Documenting Releases

1 minute read

At some point a new software release gets finished - and the development team is sure that it is the greatest ever compilation with plenty of new features and zero bugs. Other teams will then start to ask for details about the new release and where they can find the release notes. They also want to know whether “their” issues got fixed and if they can finally introduce feature X and Y that got sold to the customer three months ago. The answer of the development team will be: “Oh, wait a second - we will go through the changelog, the wiki and the issue tracker and write the release notes soon - but first we have to implement some new features.” Of course this is a manual, boring job and nobody will step up and complete it in the near future.

Well - this was the past. With edi you can now generate release notes automatically.

Documentation

In a nutshell, the boring job gets accomplished by some exciting pieces of software:

  1. edi is harvesting the changelog of each individual Debian package that makes it into the release.
  2. edi converts the changelog data into Python data structures.
  3. edi applies customizable regular expressions to the changelog entries (you can e.g. turn tagged issues into hyperlinks).
  4. edi feeds the Python data structures into Jinja2 templates.
  5. The Jinja2 templates render e.g. reStructuredText text files.
  6. Sphinx can finally turn the text files into a web page or a nice pdf document.

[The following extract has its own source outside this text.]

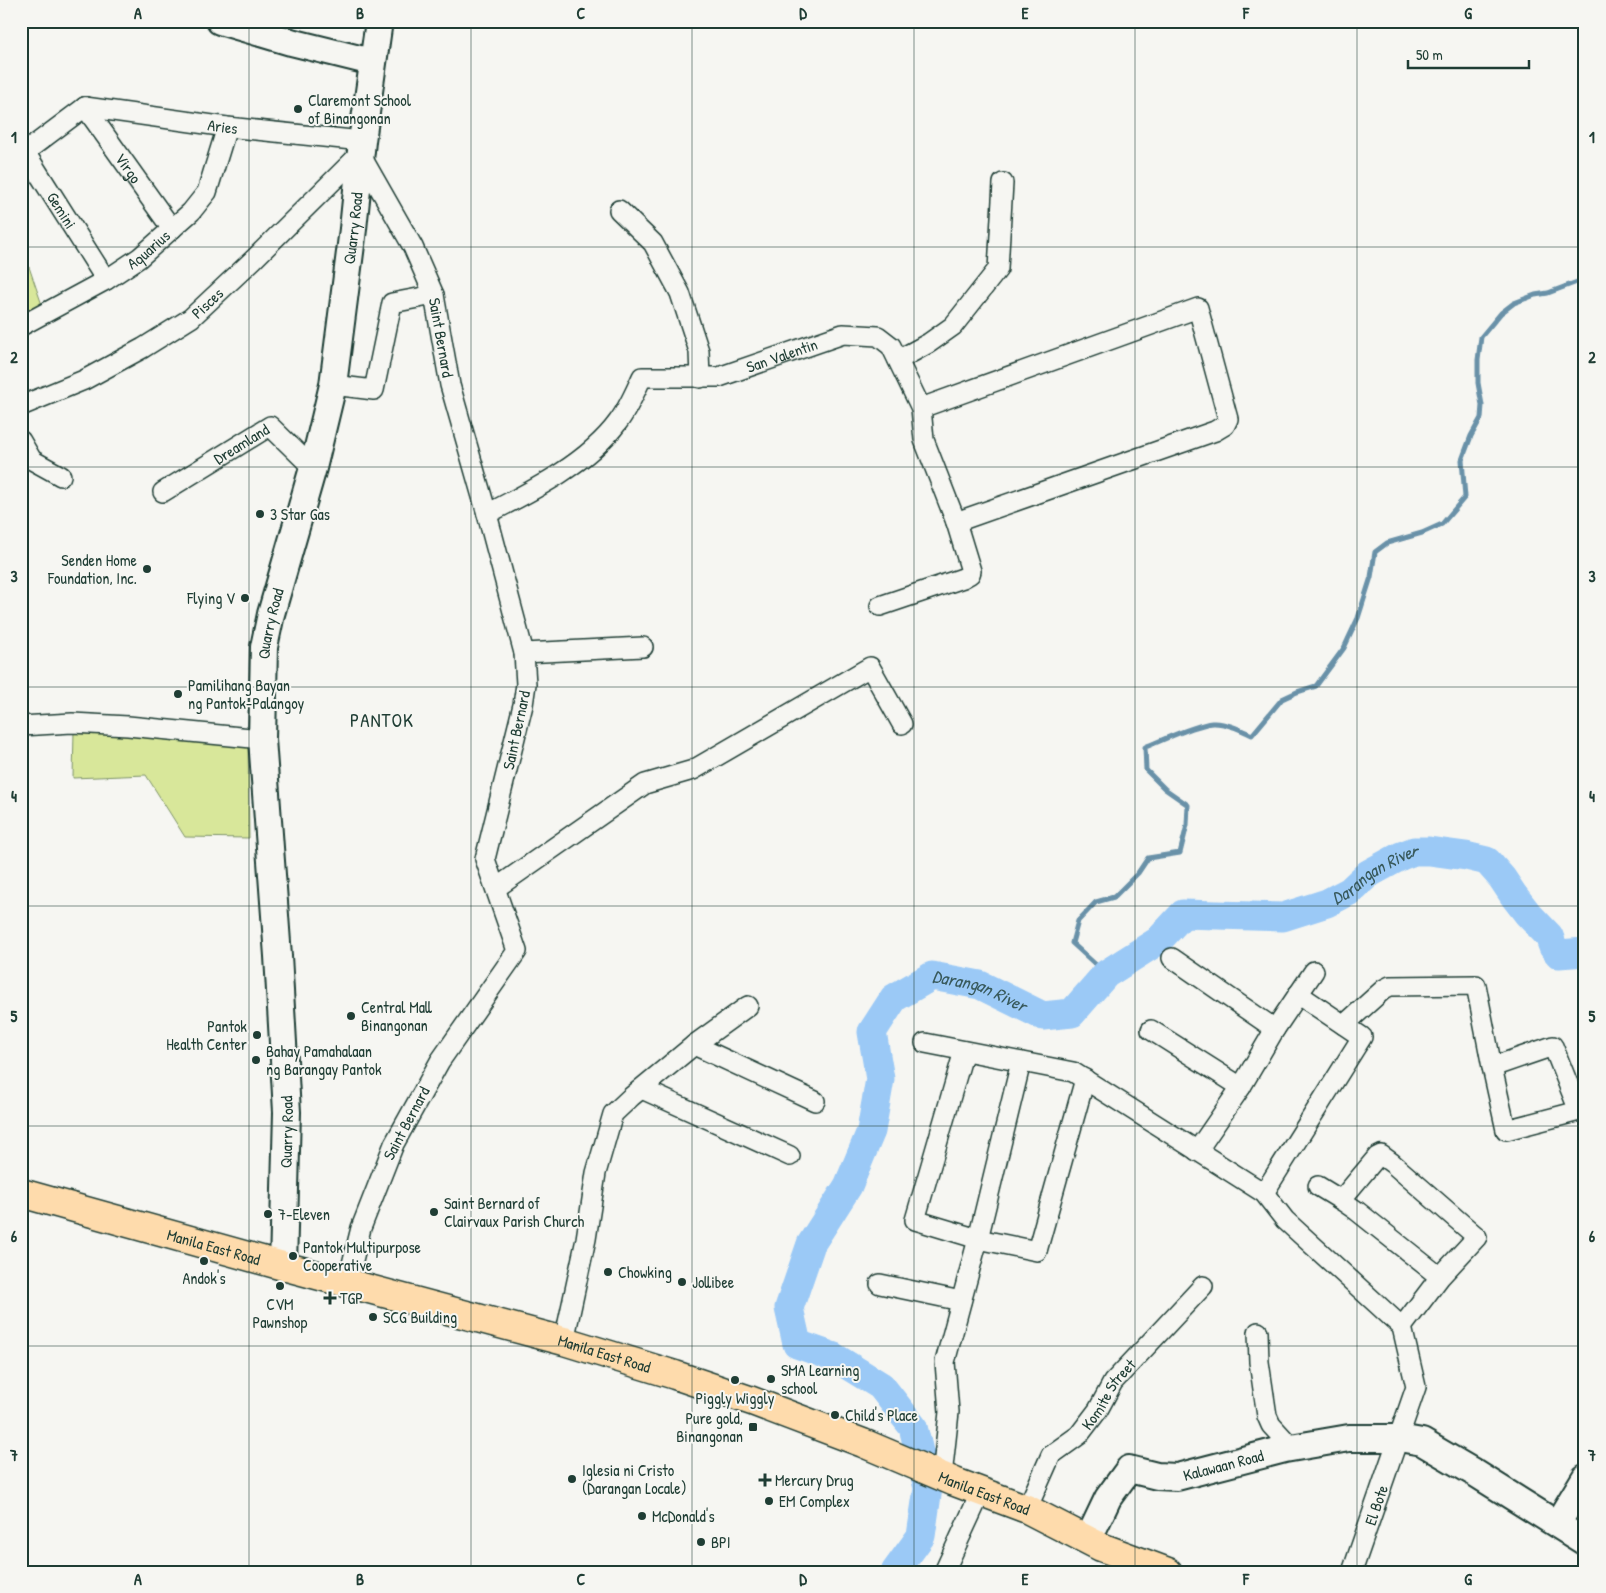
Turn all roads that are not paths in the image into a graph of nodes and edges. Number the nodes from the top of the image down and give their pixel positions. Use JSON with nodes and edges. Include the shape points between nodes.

The whole setup is highly configurable according to the needs of your project. Please take a look at the edi documentation for more details.

For an example on how you can integrate it into your build pipeline please consult the edi-pi project.

You still don’t believe that you got rid of this boring job? Here is a sample document that got automatically created within a few seconds.

The document also gives more visibility to the incredible work that the Debian community is doing: Did you count how many common vulnerabilities and exposures they fixed since December 1, 2019?